Overseas investors have been increasingly active in the north west of England during 2016, accounting for 46 per cent of all transactions with deals totalling £1.1 billion. This compares to 25 per cent of deals across the whole of last year and is above the long-term annual average of 19 per cent.
With the result of the EU referendum now firmly sinking in, is this likely to change? Times of economic or political uncertainty have traditionally seen overseas investors turn their focus to London’s relatively stable commercial property market, but a number of high-profile transactions have completed in the north since the vote, suggesting that appetite remains strong. A notable example is German investment manager Deka Immobilien’s purchase of One St Peter’s Square (pictured above) in Manchester for £164 million in August 2016.

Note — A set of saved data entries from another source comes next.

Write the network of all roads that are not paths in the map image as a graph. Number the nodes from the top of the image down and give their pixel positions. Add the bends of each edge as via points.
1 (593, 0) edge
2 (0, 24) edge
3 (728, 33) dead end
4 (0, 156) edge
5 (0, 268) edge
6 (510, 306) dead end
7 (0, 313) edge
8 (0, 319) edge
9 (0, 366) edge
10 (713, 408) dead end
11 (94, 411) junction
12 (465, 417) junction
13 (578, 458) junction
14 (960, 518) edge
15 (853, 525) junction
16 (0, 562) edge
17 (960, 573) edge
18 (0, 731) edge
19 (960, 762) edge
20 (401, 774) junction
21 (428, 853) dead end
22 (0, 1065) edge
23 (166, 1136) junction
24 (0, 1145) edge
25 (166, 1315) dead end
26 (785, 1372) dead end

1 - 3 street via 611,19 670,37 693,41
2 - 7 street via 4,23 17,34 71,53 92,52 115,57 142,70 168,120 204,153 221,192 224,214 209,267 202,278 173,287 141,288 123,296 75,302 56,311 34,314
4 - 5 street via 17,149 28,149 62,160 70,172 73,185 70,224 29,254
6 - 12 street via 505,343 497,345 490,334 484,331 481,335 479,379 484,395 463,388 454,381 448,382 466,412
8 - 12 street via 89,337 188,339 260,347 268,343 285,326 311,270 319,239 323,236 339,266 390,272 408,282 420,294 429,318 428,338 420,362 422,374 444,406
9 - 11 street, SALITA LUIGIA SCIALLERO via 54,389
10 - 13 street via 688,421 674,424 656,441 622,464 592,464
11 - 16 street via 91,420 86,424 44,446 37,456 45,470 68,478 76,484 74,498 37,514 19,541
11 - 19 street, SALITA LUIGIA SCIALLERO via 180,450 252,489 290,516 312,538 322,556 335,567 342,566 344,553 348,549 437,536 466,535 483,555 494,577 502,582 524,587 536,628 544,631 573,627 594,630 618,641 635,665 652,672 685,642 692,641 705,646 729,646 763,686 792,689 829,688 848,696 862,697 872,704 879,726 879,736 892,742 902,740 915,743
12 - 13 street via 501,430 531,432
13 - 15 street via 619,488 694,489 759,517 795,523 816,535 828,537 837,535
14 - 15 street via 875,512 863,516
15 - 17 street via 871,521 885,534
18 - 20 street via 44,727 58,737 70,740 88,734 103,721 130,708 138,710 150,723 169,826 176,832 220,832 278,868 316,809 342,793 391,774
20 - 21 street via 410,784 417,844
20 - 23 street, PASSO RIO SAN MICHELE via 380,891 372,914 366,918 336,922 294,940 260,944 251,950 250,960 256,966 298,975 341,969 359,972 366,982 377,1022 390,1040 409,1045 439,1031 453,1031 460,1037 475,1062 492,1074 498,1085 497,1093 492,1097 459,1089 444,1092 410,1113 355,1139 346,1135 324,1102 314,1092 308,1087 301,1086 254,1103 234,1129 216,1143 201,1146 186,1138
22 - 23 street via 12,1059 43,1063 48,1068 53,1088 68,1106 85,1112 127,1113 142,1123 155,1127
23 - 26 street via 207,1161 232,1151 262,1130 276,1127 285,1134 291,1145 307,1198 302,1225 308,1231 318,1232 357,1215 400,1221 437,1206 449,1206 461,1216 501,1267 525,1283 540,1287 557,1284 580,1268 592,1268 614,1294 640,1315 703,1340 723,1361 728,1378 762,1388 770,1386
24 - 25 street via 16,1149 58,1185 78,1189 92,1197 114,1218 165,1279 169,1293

The North West retail sector appears to have particular appeal, with non-domestic investors acquiring £381 million worth of assets so far in 2016. There is also strong appetite for Grade A offices, with £540 million worth of assets purchased by overseas investors as at end August 2016. Aside from the Deka deal, Manchester has seen a number of other major office transactions so far this year, including the £115 million acquisition of 3 and 4 Piccadilly Place by US-based Ares Management and the £85 million purchase of XYZ in Spinningfields by Germany’s Union Investment Real Estate.
So why the increase in demand? Clearly, overseas investors have recognised the structural strengths of the northern market with its large, skilled employee base lower occupational costs driving strong tenant demand and an under-supply of stock, meaning prospects for rental growth are good. They want to capitalise on all of these factors.
Geographically speaking, the North West continues to gain popularity for overseas investment. Since 2000, 3 per cent of the overseas investment into the UK has taken place in the region, yet for 2016, this has risen to 9 per cent. Although Manchester has seen the most inward investment by far of the North West’s prime cities with £3.2 billion worth of transactions since 2000, volumes have also topped £1 billion in Sheffield, Leeds and Liverpool.
The third quarter has inevitably been quieter as non-domestic investors mull over the UK’s forthcoming exit from the EU. That said, the initial impact on pricing appears to have been minimal and the decreased value of the Pound versus the Dollar and Euro only makes the UK an even more attractive target for overseas buyers. We expect transaction volumes in Manchester and the North West region to return closer to their normal levels in the final quarter of 2016, with overseas investors leading the pack.